● WHAT YOU SHOULD DO
Go to the line with "Digitize the connectivity" in the records below, then output it and each following line exactly, up to and including the line with "Please list the nodes and edges formed by all". Skip pictures and add nothing.

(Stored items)

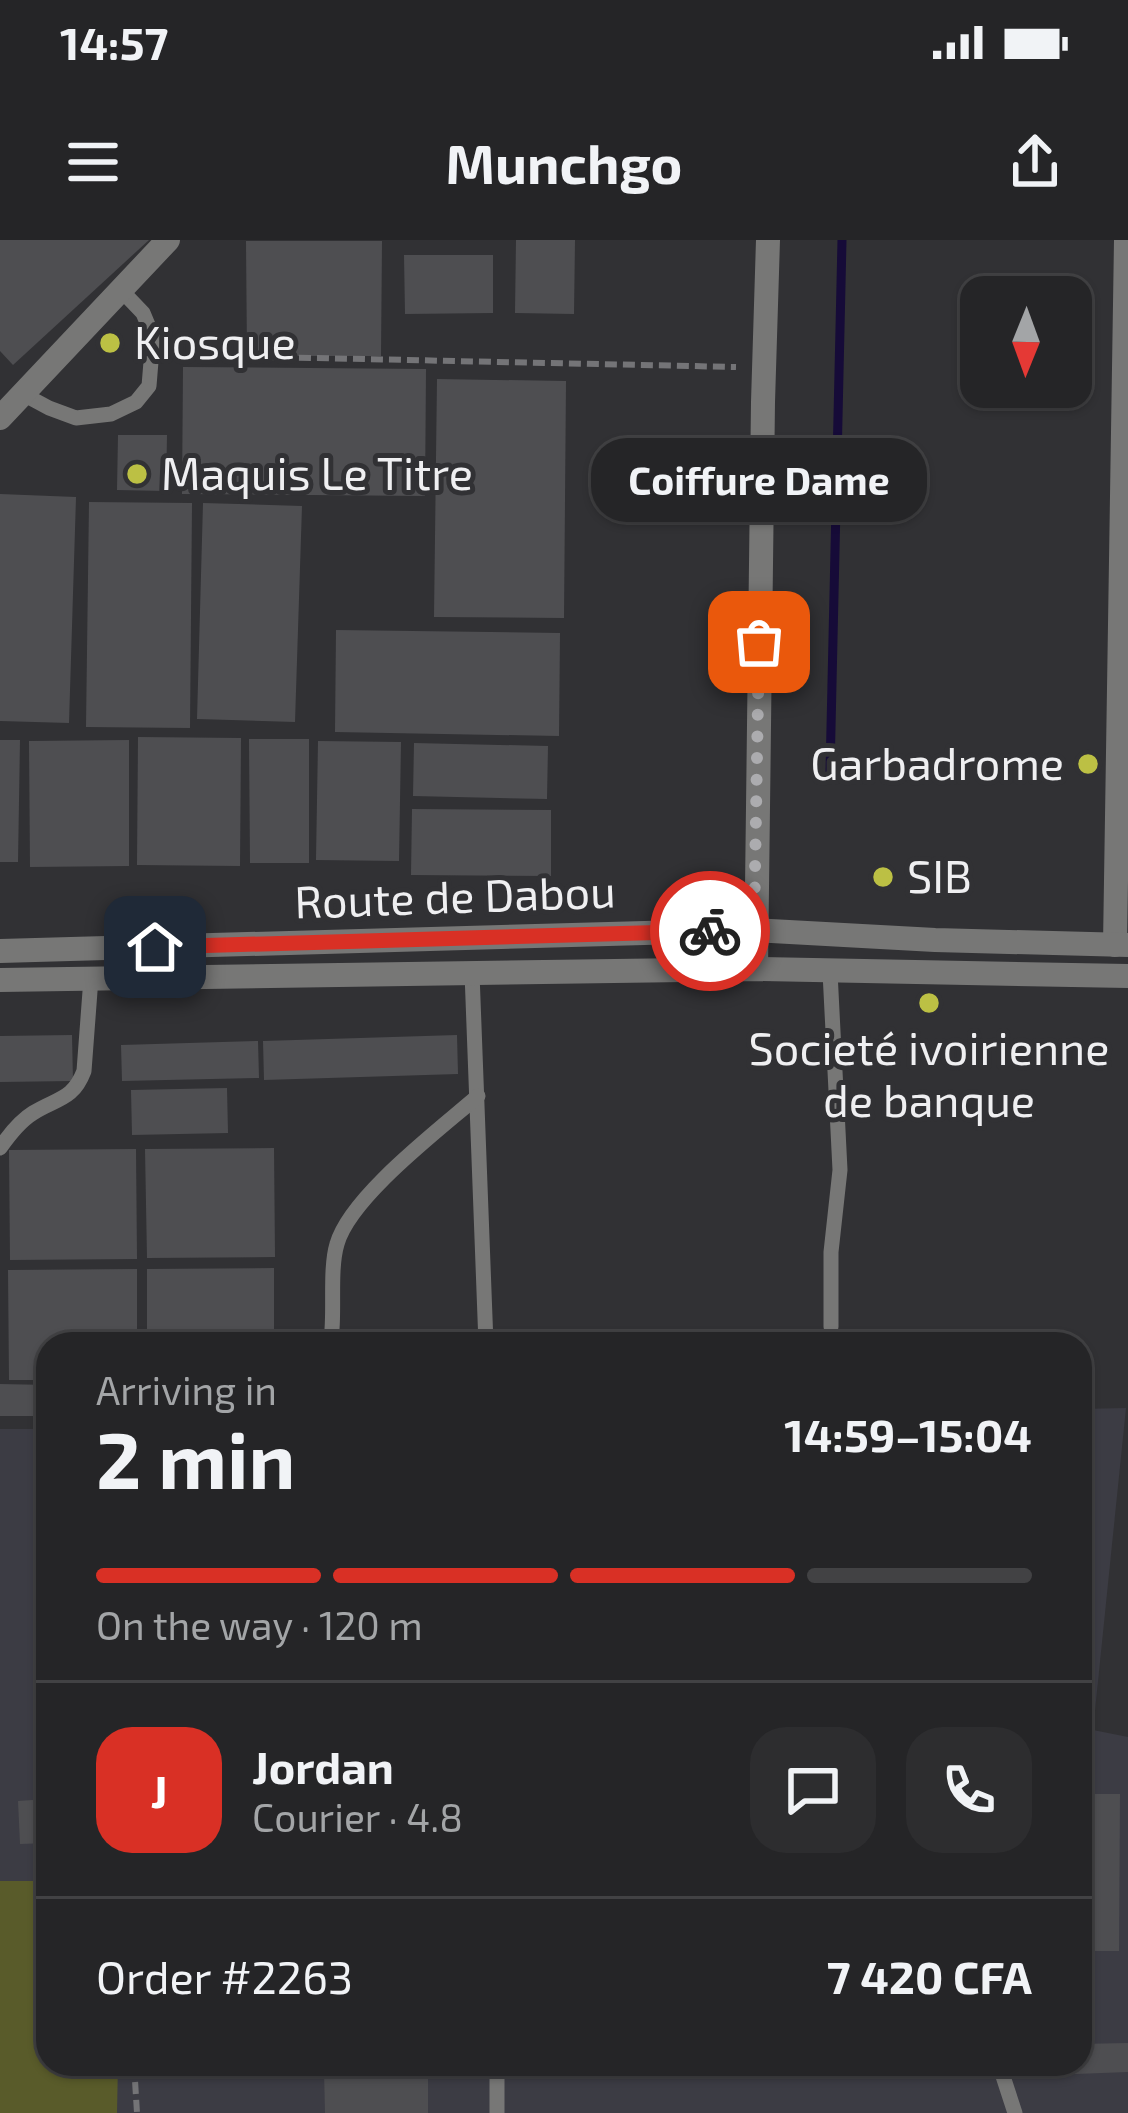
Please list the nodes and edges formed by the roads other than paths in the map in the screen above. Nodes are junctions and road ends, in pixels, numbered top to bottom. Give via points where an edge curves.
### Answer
1 (168, 240) edge
2 (767, 240) edge
3 (1126, 240) edge
4 (121, 290) junction
5 (23, 394) junction
6 (0, 418) edge
7 (1125, 573) edge
8 (754, 930) junction
9 (1122, 945) edge
10 (0, 951) edge
11 (756, 969) junction
12 (830, 972) junction
13 (472, 974) junction
14 (1128, 976) edge
15 (91, 978) junction
16 (0, 980) edge
17 (478, 1096) junction
18 (0, 1148) edge
19 (831, 1327) dead end
20 (332, 1329) dead end
21 (487, 1332) edge
22 (497, 2076) edge
23 (1004, 2076) edge
24 (497, 2113) edge
25 (1015, 2113) edge

1 - 4 street
2 - 8 street
3 - 7 street
4 - 5 street
4 - 5 lane via 153,338 149,386 136,403 76,418
5 - 6 street
7 - 9 street
8 - 9 street, Route de Dabou
8 - 10 street, Route de Dabou
8 - 11 street
11 - 12 street, Route de Dabou
11 - 13 street, Route de Dabou
12 - 14 street, Route de Dabou
12 - 19 lane via 840,1170
13 - 15 street, Route de Dabou
13 - 17 lane
15 - 16 street, Route de Dabou
15 - 18 lane via 80,1083 29,1114
17 - 20 lane via 348,1220 336,1246
17 - 21 lane
22 - 24 lane
23 - 25 lane

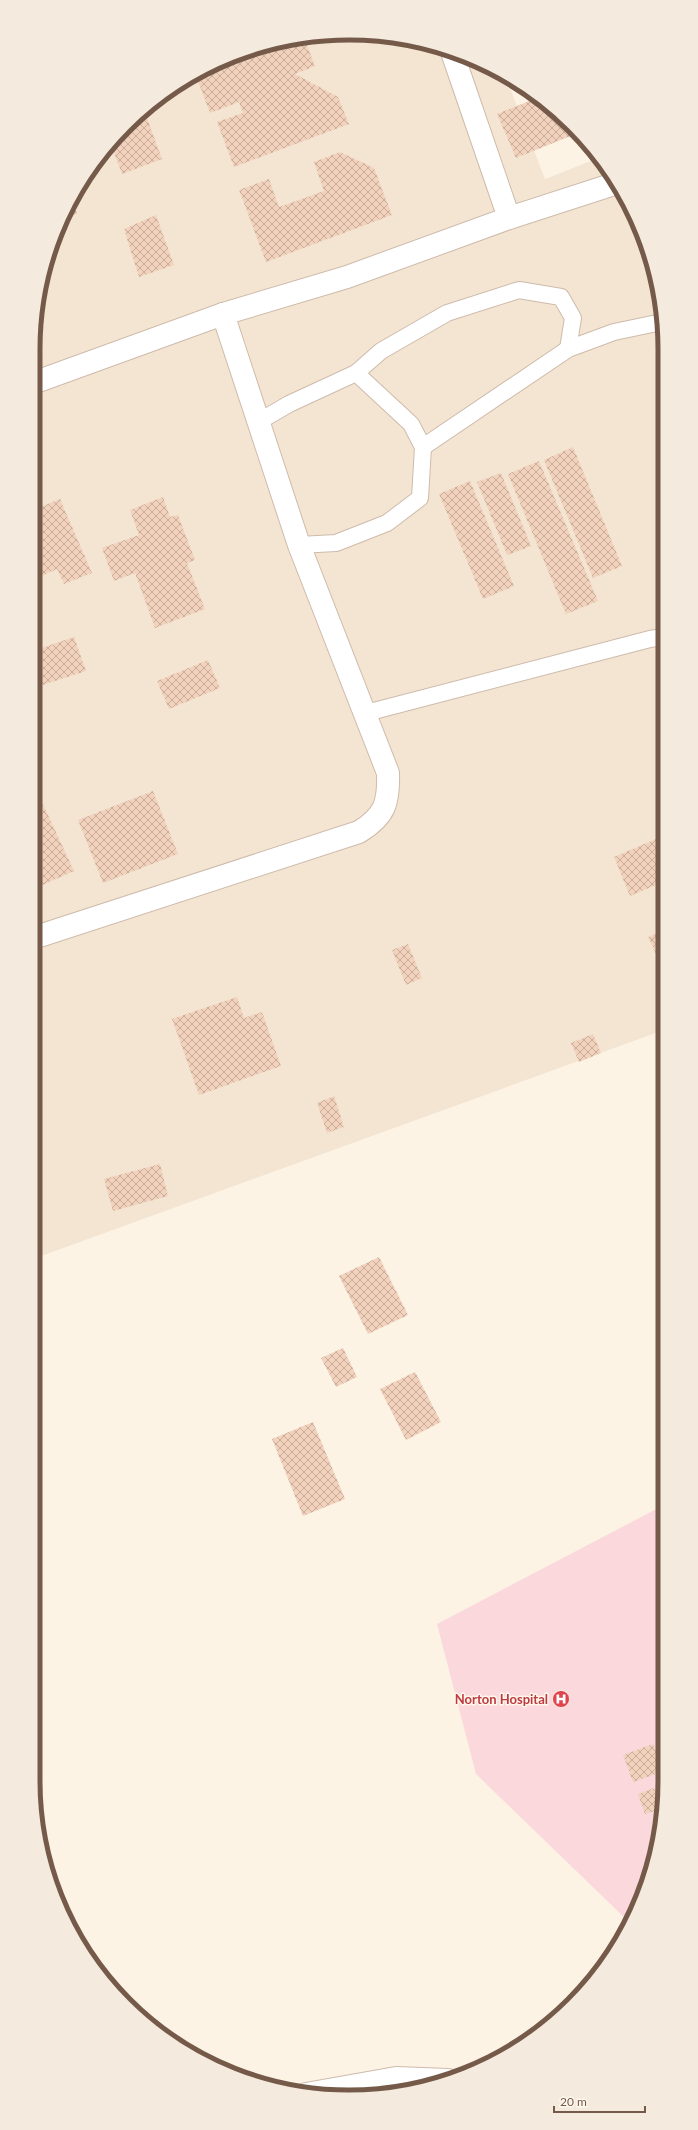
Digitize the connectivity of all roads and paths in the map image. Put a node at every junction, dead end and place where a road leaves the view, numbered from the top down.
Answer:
1 (454, 59) edge
2 (611, 185) edge
3 (509, 218) junction
4 (223, 314) junction
5 (656, 323) edge
6 (568, 349) junction
7 (356, 373) junction
8 (40, 380) edge
9 (258, 422) junction
10 (423, 447) junction
11 (300, 545) junction
12 (658, 638) edge
13 (366, 713) junction
14 (40, 936) edge
15 (428, 2079) edge
16 (333, 2089) edge

1 - 3 street
2 - 3 street
3 - 4 street
4 - 8 street
4 - 9 street
5 - 6 lane
6 - 7 lane
6 - 10 lane
7 - 9 lane
7 - 10 lane
9 - 11 street
10 - 11 lane
11 - 13 street
12 - 13 lane
13 - 14 street
15 - 16 street

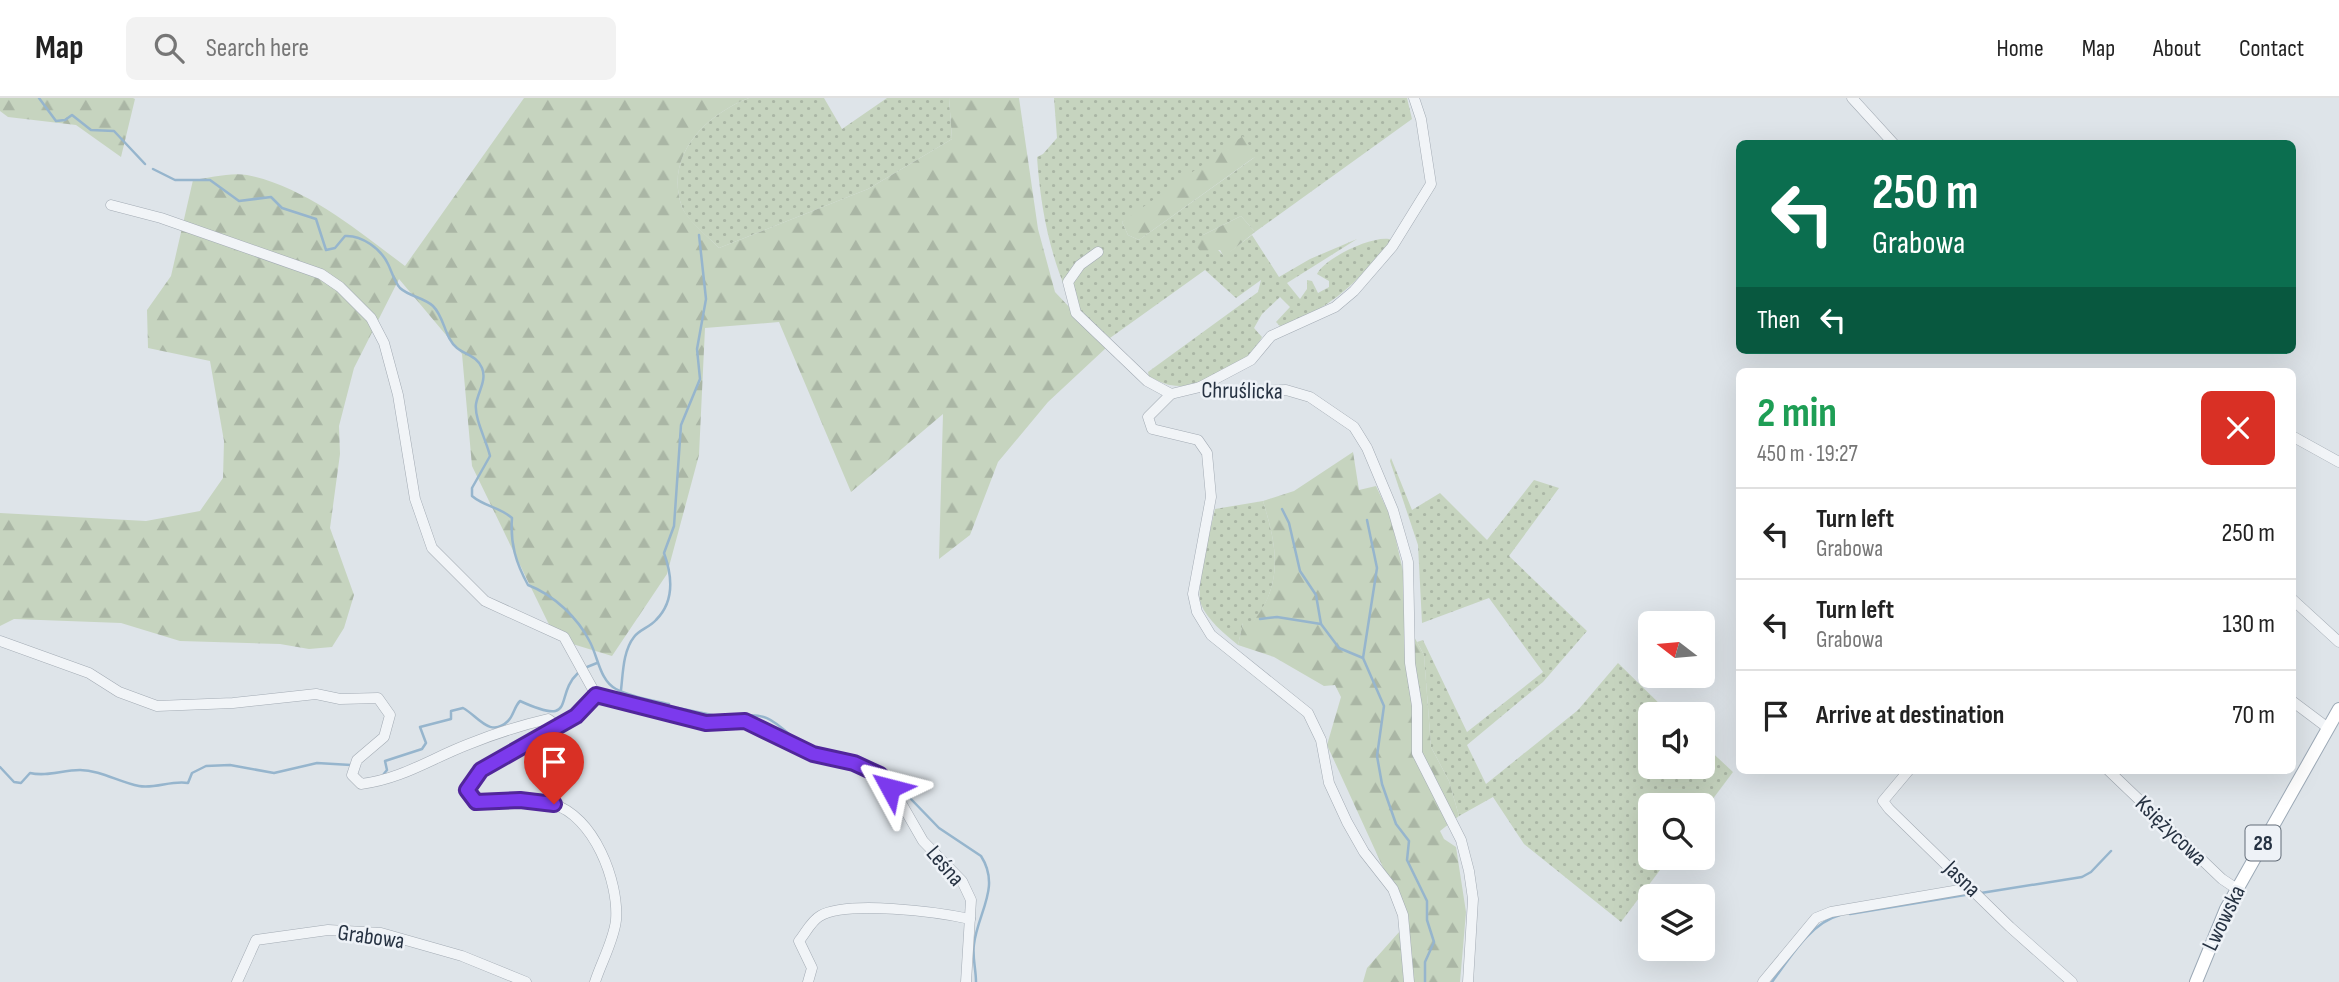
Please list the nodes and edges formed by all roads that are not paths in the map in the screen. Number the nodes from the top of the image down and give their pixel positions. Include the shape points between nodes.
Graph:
1 (1414, 98) edge
2 (1852, 98) edge
3 (1890, 140) edge
4 (111, 205) dead end
5 (1098, 252) dead end
6 (1200, 387) junction
7 (1171, 394) junction
8 (2296, 438) edge
9 (2339, 462) edge
10 (2296, 603) edge
11 (0, 641) edge
12 (2339, 642) edge
13 (593, 697) junction
14 (2296, 704) edge
15 (2339, 709) edge
16 (558, 726) junction
17 (2328, 728) junction
18 (1906, 774) edge
19 (2112, 774) edge
20 (2237, 888) junction
21 (1974, 890) junction
22 (970, 919) junction
23 (237, 982) edge
24 (526, 982) edge
25 (595, 982) edge
26 (808, 982) edge
27 (966, 982) edge
28 (1409, 982) edge
29 (1468, 982) edge
30 (1763, 982) edge
31 (2072, 982) edge
32 (2196, 982) edge

1 - 6 street via 1431,184 1392,247 1335,307 1283,329 1251,360
2 - 3 street
4 - 13 street via 321,274 371,318 384,342 415,499 432,548 485,601 564,637
5 - 7 street via 1080,265 1068,282 1076,313 1147,381
6 - 7 street, Chruślicka
6 - 29 street, Chruślicka via 1218,392 1286,390 1310,397 1354,427 1367,448 1408,562 1417,753 1461,840 1469,871 1473,899
7 - 28 street, Chruślicka via 1148,417 1152,429 1198,440 1207,453 1211,497 1193,594 1197,612 1211,635 1308,713 1321,740 1329,783 1403,915
8 - 9 street
10 - 12 street
11 - 16 street via 89,673 119,692 157,706 316,694 378,698 390,715 384,737 357,760 352,775 361,785 426,766 468,744 525,724 548,719
13 - 16 street via 576,716
13 - 22 street, Leśna via 706,723 745,721 813,754 854,763 880,775 923,841 961,881 971,900
14 - 17 street
15 - 17 main road, Lwowska / 28
16 - 25 street via 481,770 467,790 476,802 554,804 578,818 603,854 616,890 616,923
17 - 20 main road, Lwowska / 28
18 - 21 street, Jasna via 1883,801
19 - 20 street, Księżycowa
20 - 32 main road, Lwowska / 28
21 - 30 street via 1816,918
21 - 31 street, Jasna
22 - 26 street via 936,912 836,909 817,918 799,941 813,968
22 - 27 street, Leśna
23 - 24 street, Grabowa via 256,940 328,930 381,933

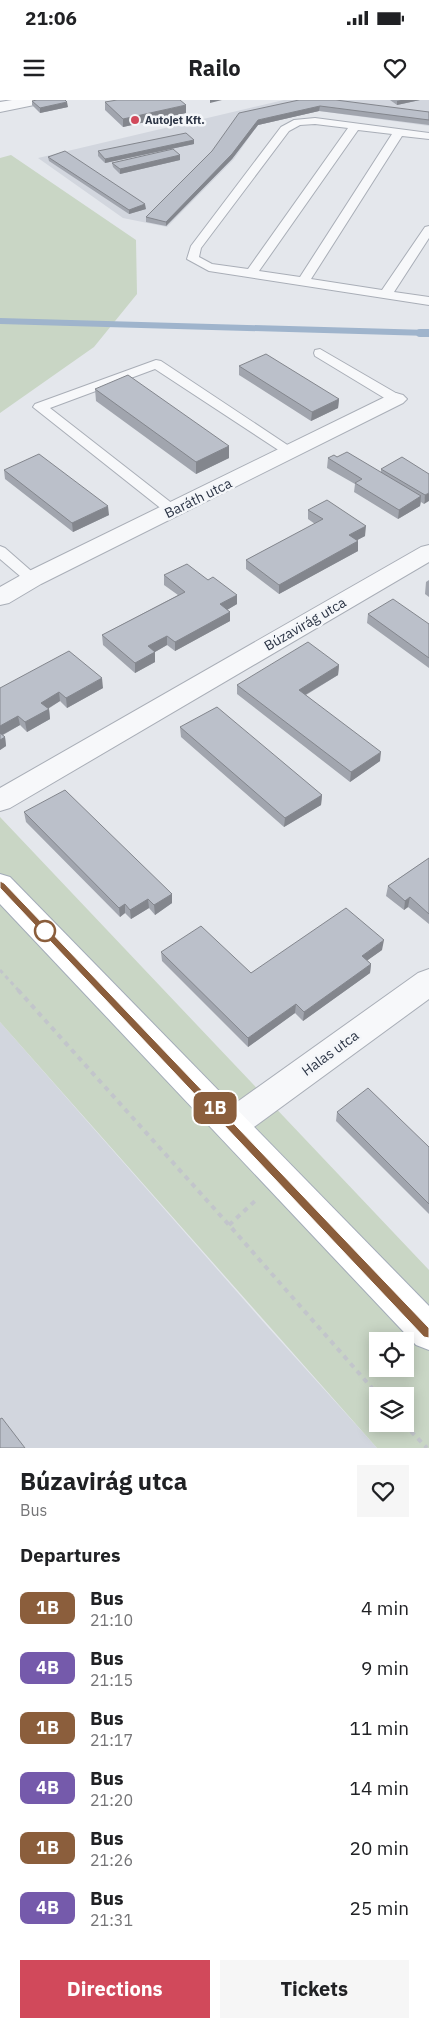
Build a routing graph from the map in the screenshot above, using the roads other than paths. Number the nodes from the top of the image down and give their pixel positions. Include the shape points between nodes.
1 (38, 100) edge
2 (0, 107) edge
3 (355, 126) junction
4 (399, 132) junction
5 (429, 136) edge
6 (429, 229) edge
7 (413, 252) junction
8 (429, 255) edge
9 (252, 273) junction
10 (304, 281) junction
11 (386, 294) junction
12 (429, 301) edge
13 (320, 353) dead end
14 (396, 399) joint
15 (291, 452) junction
16 (173, 511) junction
17 (0, 551) edge
18 (429, 552) edge
19 (32, 579) junction
20 (0, 597) edge
21 (0, 801) edge
22 (0, 886) edge
23 (429, 982) edge
24 (231, 1125) junction
25 (429, 1332) edge

1 - 2 street
3 - 4 lane
3 - 9 lane
3 - 9 lane via 315,121 298,122 285,129 194,248 194,259 210,267
4 - 5 lane
4 - 10 lane
6 - 7 lane
7 - 8 lane
7 - 11 lane
9 - 10 lane
10 - 11 lane
11 - 12 lane
13 - 14 lane
14 - 15 street, Baráth utca
15 - 16 street, Baráth utca
15 - 16 lane via 156,364 40,407
16 - 19 street, Baráth utca
17 - 19 lane
18 - 21 street, Búzavirág utca
19 - 20 street, Baráth utca
22 - 24 main road
23 - 24 street, Halas utca
24 - 25 main road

● FINAL ANSWER
Digitize the connectivity of all roads and paths in the map image. Put a node at every junction, dead end and place where a road leaves the view, numbered from the top down.
Answer:
1 (454, 59) edge
2 (611, 185) edge
3 (509, 218) junction
4 (223, 314) junction
5 (656, 323) edge
6 (568, 349) junction
7 (356, 373) junction
8 (40, 380) edge
9 (258, 422) junction
10 (423, 447) junction
11 (300, 545) junction
12 (658, 638) edge
13 (366, 713) junction
14 (40, 936) edge
15 (428, 2079) edge
16 (333, 2089) edge

1 - 3 street
2 - 3 street
3 - 4 street
4 - 8 street
4 - 9 street
5 - 6 lane
6 - 7 lane
6 - 10 lane
7 - 9 lane
7 - 10 lane
9 - 11 street
10 - 11 lane
11 - 13 street
12 - 13 lane
13 - 14 street
15 - 16 street

Please list the nodes and edges formed by all roads that are not paths in the map in the screen. Number the nodes from the top of the image down and give their pixel positions. Include the shape points between nodes.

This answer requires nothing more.